Knight looked disconsolate, but didn’t argue.
‘I’d buy Hollis going to ground for a few months,’ said Griffin, ‘but not for years. It wasn’t in his nature.’
‘What if he had no choice about where he went?’
‘You’re thinking prison?’
‘It would make sense.’
‘No,
he had a record. We’d have been informed.’
‘Mistakes happen, and Hollis wouldn’t have been rushing to share details of his previous convictions. Sex criminals do hard time.’
AFIS, the federal Automated Fingerprint Identification System, wasn’t perfect – no system requiring human input ever was – and it was possible that Hollis Ward might have slipped through one of the gaps.
‘Get Billie to put out some terminal requests,’ he said. ‘I don’t recall Hollis ever using an alias, but tell her to check our records, just in case. Then go smoke your damn pipe outside. I’ll give you fifteen minutes.’
‘What are you going to do?’
‘Look for a last known address for Pruitt Dix.’
‘And Randall Butcher?’
‘I know how to find Randall,’ said Griffin. ‘I’ll just look under the nearest rock.’
66
Parker stretched out the fingers of his hands and heard one of the knuckles crack. Most of the pain was gone from the joints, and he supposed he was fortunate not to have sustained any broken bones to match the scars.

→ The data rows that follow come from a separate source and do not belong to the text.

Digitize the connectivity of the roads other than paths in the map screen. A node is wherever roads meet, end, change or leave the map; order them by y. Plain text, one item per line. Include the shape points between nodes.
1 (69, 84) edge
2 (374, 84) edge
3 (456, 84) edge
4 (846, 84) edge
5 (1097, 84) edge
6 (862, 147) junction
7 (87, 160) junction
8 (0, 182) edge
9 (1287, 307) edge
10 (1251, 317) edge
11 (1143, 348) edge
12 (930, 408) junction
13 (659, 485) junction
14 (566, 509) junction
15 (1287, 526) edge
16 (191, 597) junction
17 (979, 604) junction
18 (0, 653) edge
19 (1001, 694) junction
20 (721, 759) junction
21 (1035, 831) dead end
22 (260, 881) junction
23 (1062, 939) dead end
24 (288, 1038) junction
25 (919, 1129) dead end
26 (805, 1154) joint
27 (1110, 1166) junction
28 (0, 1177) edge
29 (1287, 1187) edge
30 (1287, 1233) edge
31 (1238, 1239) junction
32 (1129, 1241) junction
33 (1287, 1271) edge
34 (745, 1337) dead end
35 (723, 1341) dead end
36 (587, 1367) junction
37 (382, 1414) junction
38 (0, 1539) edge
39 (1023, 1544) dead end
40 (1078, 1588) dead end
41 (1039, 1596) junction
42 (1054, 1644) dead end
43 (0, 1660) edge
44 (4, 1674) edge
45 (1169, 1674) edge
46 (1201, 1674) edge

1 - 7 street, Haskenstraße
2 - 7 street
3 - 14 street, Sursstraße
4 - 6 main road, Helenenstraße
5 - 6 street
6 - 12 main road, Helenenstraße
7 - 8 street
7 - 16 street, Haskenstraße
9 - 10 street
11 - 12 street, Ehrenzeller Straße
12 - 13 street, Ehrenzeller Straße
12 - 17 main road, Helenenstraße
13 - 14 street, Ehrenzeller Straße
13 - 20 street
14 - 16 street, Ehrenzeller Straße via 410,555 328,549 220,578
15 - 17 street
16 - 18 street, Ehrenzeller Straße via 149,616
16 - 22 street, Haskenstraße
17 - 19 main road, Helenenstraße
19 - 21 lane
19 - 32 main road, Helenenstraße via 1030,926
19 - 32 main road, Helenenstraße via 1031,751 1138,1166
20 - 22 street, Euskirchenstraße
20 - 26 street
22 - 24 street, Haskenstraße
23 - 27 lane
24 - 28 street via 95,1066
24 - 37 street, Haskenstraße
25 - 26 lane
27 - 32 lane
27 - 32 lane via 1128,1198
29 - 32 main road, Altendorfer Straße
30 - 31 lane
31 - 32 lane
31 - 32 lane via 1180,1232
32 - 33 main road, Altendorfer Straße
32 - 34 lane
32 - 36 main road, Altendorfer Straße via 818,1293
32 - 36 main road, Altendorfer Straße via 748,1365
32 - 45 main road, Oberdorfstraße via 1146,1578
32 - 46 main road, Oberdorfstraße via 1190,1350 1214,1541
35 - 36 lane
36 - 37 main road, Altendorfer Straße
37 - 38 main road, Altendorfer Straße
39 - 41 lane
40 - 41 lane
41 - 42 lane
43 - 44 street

Fortunate not to be in jail.
But not fortunate to be alive.
No, not that.
‘I don’t think it’s any of your business how I came by them,’ he said, in reply to Jurel Cade’s question.
‘I’m just curious, that’s all.’
‘Curiosity is a common ailment. Mortality seems to be the only corrective.’
‘You have a clever way with words, don’t you?’
‘There’s no point in having any other way with them.’
‘I made some calls to New York about you. I know Evan Griffin did too, although he and I have differing responses to what we learned. He elected to involve you in his department’s business, while I would have escorted you to the county line and told you not to come back if you valued your liberty.’